BEGIN Given data

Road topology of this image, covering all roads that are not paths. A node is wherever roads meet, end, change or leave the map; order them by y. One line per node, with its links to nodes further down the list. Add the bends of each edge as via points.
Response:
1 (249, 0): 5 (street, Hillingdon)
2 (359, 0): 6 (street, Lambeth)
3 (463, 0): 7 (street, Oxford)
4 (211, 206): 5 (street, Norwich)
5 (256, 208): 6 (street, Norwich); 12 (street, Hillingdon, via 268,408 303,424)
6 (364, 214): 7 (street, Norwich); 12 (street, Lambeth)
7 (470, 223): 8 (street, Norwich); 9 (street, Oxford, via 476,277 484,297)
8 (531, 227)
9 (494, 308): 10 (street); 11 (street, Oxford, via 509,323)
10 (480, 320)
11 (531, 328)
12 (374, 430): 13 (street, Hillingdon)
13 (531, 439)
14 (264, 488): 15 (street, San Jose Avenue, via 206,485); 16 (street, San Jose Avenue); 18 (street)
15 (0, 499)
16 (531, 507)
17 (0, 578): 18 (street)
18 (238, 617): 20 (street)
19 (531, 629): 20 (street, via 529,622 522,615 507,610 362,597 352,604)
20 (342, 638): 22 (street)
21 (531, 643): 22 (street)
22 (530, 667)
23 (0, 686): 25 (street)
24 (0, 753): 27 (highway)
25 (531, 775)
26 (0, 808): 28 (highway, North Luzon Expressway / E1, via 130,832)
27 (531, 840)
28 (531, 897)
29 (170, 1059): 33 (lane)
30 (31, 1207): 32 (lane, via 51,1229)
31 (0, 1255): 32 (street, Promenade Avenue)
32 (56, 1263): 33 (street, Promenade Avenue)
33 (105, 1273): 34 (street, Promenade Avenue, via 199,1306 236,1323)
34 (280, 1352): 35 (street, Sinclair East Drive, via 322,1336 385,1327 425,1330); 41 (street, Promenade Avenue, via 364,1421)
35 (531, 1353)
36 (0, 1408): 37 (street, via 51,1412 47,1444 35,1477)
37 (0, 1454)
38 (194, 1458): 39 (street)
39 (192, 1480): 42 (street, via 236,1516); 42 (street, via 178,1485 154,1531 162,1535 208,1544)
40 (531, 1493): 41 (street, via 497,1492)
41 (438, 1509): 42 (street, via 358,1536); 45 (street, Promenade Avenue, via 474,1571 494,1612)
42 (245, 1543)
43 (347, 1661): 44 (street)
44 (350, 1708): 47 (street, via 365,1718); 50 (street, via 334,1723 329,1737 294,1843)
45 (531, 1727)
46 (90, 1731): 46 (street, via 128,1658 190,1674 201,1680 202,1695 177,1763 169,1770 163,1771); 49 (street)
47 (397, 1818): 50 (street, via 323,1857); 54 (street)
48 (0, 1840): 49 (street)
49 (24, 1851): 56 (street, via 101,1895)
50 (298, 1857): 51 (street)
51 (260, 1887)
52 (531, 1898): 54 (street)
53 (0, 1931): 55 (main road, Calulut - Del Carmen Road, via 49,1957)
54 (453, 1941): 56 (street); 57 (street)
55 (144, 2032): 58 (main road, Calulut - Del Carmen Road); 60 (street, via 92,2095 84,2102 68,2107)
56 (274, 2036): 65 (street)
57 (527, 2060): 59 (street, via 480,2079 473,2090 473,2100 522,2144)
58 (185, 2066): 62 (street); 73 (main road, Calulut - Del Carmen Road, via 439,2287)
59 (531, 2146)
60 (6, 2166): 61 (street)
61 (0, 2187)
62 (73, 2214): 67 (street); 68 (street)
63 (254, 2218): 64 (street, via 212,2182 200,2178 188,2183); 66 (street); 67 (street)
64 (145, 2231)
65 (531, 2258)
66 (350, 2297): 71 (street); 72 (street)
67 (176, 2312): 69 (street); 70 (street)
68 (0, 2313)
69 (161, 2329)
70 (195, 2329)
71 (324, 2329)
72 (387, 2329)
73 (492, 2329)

END Given data

_Exercise directions_. Only the count is wanted. Count the lines of the data above that include the string "Promenade".

_Solution_. 5